Problems

Chapter 4 (First Edition)

Problems 2 and 3

These problems provide practice for solving games and locating equilibria.

Problem 2

Find all Nash equilibria in pure strategies in the following non-zero-sum games.

2a

  Column
  LeftRight
RowUp 2 , 4 1 , 0
Down 6 , 5 4 , 2

2b

  Column
  LeftRight
RowUp 1 , 1 0 , 1
Down 1 , 0 1 , 1

2c

  Column
  LeftMiddleRight
RowUp 0 , 1 9 , 0 2 , 3
Straight 5 , 9 7 , 3 1 , 7
Down 7 , 5 10 , 10 3 , 5

Problem 3

"If a player has a dominant strategy in a simultaneous-move game, then she is sure to get her best outcome." True or false? Explain and give an example of a game that illustrates your answer.

Solutions

4.2

(a) Down is dominant for Row and Left is dominant for Column. Equilibrium: (Down, Left) with payoffs of (6, 5).

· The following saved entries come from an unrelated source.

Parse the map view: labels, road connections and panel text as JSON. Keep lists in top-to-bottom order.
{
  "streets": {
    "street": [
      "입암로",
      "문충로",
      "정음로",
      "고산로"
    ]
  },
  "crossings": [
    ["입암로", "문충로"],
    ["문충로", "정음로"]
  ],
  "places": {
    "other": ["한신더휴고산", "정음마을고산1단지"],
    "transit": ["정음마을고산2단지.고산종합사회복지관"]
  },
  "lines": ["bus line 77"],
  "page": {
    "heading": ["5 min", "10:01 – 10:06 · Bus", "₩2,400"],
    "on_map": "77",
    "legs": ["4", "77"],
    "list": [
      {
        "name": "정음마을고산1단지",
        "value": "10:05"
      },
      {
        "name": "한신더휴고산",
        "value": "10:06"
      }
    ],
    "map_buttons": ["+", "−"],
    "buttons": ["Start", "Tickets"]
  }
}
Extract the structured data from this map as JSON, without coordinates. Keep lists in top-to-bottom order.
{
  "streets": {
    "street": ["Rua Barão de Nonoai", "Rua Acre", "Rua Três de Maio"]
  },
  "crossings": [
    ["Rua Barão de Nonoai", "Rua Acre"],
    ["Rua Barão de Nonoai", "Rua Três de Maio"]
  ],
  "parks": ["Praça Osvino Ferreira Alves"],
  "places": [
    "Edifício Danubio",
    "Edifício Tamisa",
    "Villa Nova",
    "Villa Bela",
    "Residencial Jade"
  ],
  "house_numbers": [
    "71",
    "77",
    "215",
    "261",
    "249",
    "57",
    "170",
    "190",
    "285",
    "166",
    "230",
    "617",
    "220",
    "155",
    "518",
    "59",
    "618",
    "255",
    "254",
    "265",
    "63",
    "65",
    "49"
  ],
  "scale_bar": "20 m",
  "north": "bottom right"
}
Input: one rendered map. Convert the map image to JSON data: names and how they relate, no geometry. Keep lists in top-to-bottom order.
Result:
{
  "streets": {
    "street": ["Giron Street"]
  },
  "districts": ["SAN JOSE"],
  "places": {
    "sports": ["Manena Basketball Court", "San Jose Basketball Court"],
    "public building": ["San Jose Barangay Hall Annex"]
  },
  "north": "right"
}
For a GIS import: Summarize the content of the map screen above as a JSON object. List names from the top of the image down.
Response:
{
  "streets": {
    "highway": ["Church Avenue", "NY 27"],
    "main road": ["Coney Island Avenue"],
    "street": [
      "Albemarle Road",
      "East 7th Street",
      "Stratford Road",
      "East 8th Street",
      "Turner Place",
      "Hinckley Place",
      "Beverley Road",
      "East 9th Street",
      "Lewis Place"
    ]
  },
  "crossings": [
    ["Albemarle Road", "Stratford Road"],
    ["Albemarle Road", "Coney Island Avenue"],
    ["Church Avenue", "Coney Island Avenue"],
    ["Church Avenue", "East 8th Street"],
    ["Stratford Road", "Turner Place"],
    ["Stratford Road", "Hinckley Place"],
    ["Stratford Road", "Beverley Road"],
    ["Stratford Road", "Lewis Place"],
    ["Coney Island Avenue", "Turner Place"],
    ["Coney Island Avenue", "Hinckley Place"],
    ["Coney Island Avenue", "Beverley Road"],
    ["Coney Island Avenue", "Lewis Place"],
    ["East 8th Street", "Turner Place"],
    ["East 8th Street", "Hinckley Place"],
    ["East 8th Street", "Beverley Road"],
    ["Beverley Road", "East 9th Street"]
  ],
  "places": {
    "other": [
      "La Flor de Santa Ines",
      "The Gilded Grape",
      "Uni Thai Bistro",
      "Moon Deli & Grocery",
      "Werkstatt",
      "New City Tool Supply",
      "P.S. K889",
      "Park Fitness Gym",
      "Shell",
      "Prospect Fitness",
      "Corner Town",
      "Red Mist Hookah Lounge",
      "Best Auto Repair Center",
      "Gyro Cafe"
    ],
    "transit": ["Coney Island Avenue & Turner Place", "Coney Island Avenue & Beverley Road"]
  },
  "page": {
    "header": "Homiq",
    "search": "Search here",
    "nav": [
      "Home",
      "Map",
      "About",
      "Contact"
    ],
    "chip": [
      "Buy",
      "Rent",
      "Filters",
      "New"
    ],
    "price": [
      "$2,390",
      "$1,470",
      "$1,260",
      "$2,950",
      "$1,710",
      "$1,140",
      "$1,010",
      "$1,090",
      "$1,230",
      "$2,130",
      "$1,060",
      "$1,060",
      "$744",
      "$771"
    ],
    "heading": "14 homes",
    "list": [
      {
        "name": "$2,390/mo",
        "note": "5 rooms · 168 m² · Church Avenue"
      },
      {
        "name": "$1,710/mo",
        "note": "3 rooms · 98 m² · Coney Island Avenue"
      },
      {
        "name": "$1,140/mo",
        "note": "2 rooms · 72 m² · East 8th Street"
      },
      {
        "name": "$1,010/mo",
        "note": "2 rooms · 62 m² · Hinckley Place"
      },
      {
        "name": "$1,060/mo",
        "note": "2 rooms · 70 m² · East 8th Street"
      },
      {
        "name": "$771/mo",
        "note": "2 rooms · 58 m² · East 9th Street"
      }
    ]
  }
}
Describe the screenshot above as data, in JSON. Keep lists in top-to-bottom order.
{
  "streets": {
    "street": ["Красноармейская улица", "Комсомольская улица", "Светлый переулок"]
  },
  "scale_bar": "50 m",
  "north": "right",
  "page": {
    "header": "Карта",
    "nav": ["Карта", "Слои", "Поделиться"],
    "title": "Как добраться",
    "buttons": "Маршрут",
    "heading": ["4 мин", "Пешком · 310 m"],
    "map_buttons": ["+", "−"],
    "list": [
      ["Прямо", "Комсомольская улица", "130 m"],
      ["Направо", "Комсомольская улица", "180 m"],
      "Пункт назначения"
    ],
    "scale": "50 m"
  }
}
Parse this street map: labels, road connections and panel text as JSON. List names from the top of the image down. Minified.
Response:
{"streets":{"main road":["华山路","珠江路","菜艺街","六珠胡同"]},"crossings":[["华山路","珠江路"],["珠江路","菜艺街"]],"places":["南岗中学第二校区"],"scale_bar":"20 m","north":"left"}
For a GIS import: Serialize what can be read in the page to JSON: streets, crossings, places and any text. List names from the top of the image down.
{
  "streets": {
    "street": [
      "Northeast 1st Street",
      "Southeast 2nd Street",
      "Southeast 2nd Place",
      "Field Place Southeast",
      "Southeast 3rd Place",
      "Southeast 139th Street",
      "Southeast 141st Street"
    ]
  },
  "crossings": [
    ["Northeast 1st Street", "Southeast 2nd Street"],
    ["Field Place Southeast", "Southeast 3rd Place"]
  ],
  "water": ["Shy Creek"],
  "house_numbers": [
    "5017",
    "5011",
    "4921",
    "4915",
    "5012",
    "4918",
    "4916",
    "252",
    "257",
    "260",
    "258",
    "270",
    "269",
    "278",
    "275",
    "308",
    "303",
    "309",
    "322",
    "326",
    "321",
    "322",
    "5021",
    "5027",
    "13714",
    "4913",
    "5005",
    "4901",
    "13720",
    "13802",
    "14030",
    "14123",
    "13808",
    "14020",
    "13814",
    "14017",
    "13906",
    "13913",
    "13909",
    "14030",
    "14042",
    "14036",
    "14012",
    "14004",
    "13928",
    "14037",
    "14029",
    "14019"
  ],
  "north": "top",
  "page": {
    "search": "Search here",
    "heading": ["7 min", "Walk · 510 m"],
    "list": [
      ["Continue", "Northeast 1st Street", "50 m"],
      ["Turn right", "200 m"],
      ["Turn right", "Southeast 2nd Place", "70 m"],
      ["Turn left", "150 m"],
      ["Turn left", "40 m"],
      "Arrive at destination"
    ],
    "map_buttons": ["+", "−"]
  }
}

(b) Down and Right are weakly dominant for Row and Column, respectively, leading to a Nash equilibrium at (Down, Right). Brute force also shows another Nash equilibrium at (Up, Left).

(c) Down is dominant for Row; Column will then play Middle. Equilibrium is (Down, Middle).


4.3

False. A dominant strategy yields you the highest payoff available to you against each of your opponent's strategies. Playing a dominant strategy does not guarantee that you end up with the highest of all possible payoffs. For example, in a prisoner's dilemma game, both players have dominant strategies but neither gets the highest possible payoff in the equilibrium of the game.